She’d read on and on, openmouthed and gasping carp-like herself as Emma grew reckless in her passion, risking more and more while Rodolfe withdrew in alarm. When Caridad glanced at her watch, she’d been shocked by how late it was. Still, she took the book into the bath with her, and then she’d scrambled to dress before Esperanza and Reynaldo picked her up for the wedding. Now the novel was lying facedown, pages splayed like wings of a bird shot down midflight, atop the jumbled bedding.
“It’s usually not like this,” she told Seth.
“It’s fine,” Seth said. “You should see my place.”
They stepped into the kitchen, and Caridad flipped on the light. “Where’s that?”
“I’m kind of staying with my folks now. It’s not easy, you know, making it as a musician, so they’re helping me out.”
“Where do your parents live?”
“Brentwood.”
“That’s not too bad.” Caridad imagined Felicia’s voice braying in her ear: Brentwood! Well, la-dee-fucking-dah!
“Well, it’s Brentwood. It’s not a cool or happening place. Mostly old people live there.”
Mostly rich people live there. Caridad collapsed the pizza box to fit it into the garbage.

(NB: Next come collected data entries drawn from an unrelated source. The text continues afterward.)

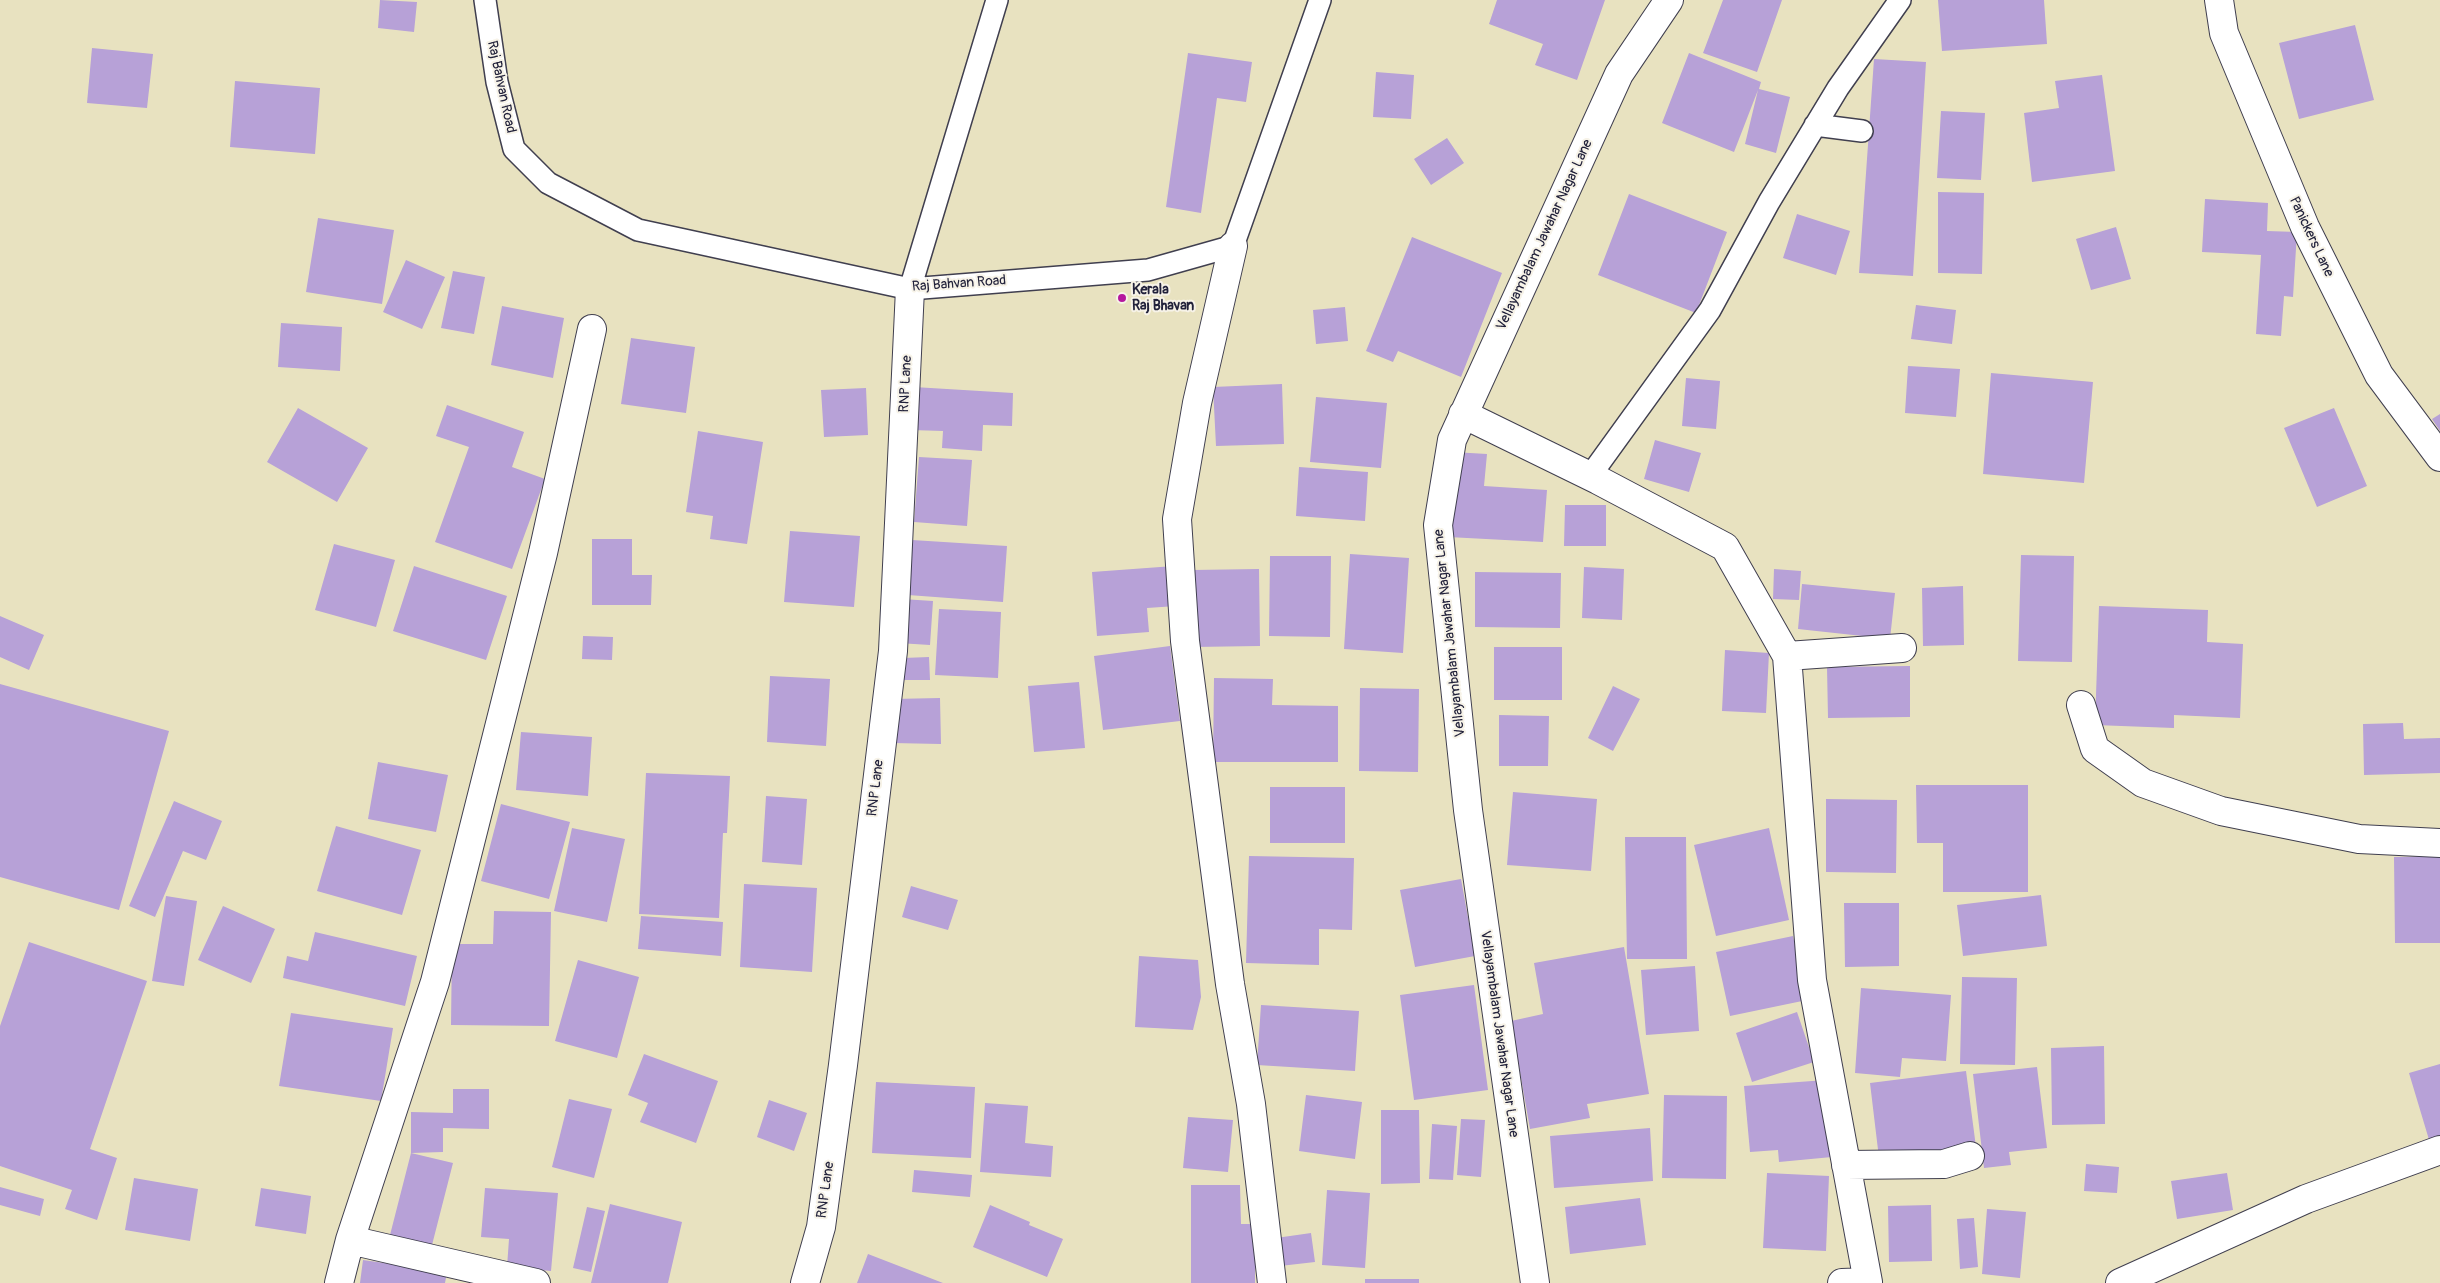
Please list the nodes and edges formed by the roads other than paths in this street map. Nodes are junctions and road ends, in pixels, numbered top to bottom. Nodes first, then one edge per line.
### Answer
1 (485, 0) edge
2 (997, 0) edge
3 (1320, 0) edge
4 (1669, 0) edge
5 (1900, 0) edge
6 (2219, 0) edge
7 (1815, 125) junction
8 (1862, 131) dead end
9 (1233, 246) junction
10 (910, 289) junction
11 (592, 329) dead end
12 (1463, 414) junction
13 (2440, 457) edge
14 (1590, 476) junction
15 (1902, 648) dead end
16 (1787, 656) junction
17 (2081, 705) dead end
18 (2440, 843) edge
19 (2440, 1150) edge
20 (1970, 1156) dead end
21 (1846, 1165) junction
22 (350, 1240) junction
23 (339, 1283) edge
24 (536, 1283) edge
25 (805, 1283) edge
26 (1272, 1283) edge
27 (1535, 1283) edge
28 (1867, 1283) edge
29 (2120, 1283) edge

1 - 10 lane, Raj Bahvan Road
2 - 10 lane
3 - 9 lane
4 - 12 street, Vellayambalam Jawahar Nagar Lane
5 - 7 lane
6 - 13 street, Panickers Lane
7 - 8 lane
7 - 14 lane
9 - 10 lane, Raj Bahvan Road
9 - 26 street
10 - 25 street, RNP Lane
11 - 22 street
12 - 14 street
12 - 27 street, Vellayambalam Jawahar Nagar Lane
14 - 16 street
15 - 16 street
16 - 21 street
17 - 18 street
19 - 29 street
20 - 21 street
21 - 28 street
22 - 23 street
22 - 24 street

Seth shrugged. “It’s tough for musicians. You’ve got to make sacrifices.”
Caridad nodded. It was hard for her to get by as a student, especially living alone. She’d never anticipated how difficult it would be to afford rent, utilities, and groceries on her work-study paycheck. Caridad worried that she would have to drop out and find a full-time job. Before the pizza, provided by Leland, she’d eaten saltines swiped from the campus cafeteria for dinner two nights in a row. The phone had been disconnected earlier that week, and she’d unplugged the empty refrigerator to save on electricity.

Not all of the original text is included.